Küresel ekonomi son iki yılda sessiz sedasız yeni bir döneme girdi. Dijitalleşme, enerji dönüşümü, yapay zekâ temelli verimlilik sıçramaları ve tedarik zincirlerinin yeniden şekillenmesi…
Bu değişimlerin her biri tek başına bile ülkelerin ekonomik yönelimlerini değiştirmeye yeterken, hepsinin aynı anda yaşanması dünya ekonomisini adeta yeni bir dalganın içine soktu. Bu dalganın en dikkat çekici özelliği, artık büyümenin yalnızca sermaye ve işgücünden değil; teknoloji, inovasyon kapasitesi, eğitim kalitesi ve küresel entegrasyondaki hızdan besleniyor oluşu.
Ülkemizde ekonomi yönetiminin son dönemde attığı adımlar, küresel finans sistemine yeniden entegrasyon çabaları ve bazı sektörlerdeki güçlü ihracat performansı kuşkusuz olumlu sinyaller veriyor. Özellikle enerji, savunma sanayii, teknoloji girişimleri ve hizmet ihracatı gibi alanlarda görülen hareketlilik, Türkiye’nin küresel rekabetten tamamen kopmadığını, aksine yeni fırsatlara kulak kabarttığını gösteriyor.

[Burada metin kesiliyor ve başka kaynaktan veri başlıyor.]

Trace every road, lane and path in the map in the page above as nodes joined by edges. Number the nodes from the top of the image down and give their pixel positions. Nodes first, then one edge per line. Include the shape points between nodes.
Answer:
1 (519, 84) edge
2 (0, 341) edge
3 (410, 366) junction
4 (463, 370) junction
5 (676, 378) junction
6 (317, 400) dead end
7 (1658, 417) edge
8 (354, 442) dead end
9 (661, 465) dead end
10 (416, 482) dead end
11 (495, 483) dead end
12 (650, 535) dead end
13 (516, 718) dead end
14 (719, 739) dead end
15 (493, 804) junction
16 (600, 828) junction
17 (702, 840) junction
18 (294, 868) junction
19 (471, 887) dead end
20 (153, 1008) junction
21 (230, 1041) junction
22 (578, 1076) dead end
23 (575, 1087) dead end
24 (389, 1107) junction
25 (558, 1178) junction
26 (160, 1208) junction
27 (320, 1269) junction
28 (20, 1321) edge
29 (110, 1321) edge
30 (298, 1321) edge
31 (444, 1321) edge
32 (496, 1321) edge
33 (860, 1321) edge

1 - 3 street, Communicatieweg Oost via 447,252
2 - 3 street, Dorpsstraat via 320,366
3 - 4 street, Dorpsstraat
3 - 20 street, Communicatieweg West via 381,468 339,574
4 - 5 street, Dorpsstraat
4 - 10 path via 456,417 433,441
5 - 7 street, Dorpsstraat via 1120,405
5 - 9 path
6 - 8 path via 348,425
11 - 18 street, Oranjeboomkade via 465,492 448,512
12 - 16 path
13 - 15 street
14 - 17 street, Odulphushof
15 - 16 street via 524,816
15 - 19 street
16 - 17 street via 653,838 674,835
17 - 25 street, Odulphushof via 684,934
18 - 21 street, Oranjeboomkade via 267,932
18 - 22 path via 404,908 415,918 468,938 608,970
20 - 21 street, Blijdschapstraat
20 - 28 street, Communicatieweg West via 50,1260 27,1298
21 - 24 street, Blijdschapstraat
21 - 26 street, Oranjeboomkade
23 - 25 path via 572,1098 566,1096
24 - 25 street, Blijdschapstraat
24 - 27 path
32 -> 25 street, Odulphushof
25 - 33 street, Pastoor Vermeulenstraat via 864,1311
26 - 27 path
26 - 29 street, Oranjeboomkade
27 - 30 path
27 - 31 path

Ancak diğer yandan yüksek enflasyon, gelir dağılımındaki bozulma, yatırım ortamındaki belirsizlikler, üretim maliyetlerinin artması ve nitelikli iş gücünün kaybı gibi yapısal sorunlar Türkiye’nin bu yeni küresel ekonomi dalgasına güçlü bir şekilde tutunmasını zorlaştırıyor.
Artık mesele yalnızca büyümek değil; doğru yerde, doğru hızda ve doğru kaliteyle büyümek. Dünyanın yeni ekonomi akımı, “kim daha fazla üretir” sorusundan “kim daha akıllı üretir” sorusuna geçti. Türkiye’nin de bu soruya vereceği yanıt, önümüzdeki on yılın kaderini belirleyecek gibi görünüyor.
Önümüzdeki dönem Türkiye için bir eşik. Bu eşiği aşmanın yolu ise kısa vadeli pansumanlardan değil; uzun vadeli stratejilerden ve küresel dönüşümün gerekliliklerini zamanında okuyup doğru adımları atmaktan geçiyor.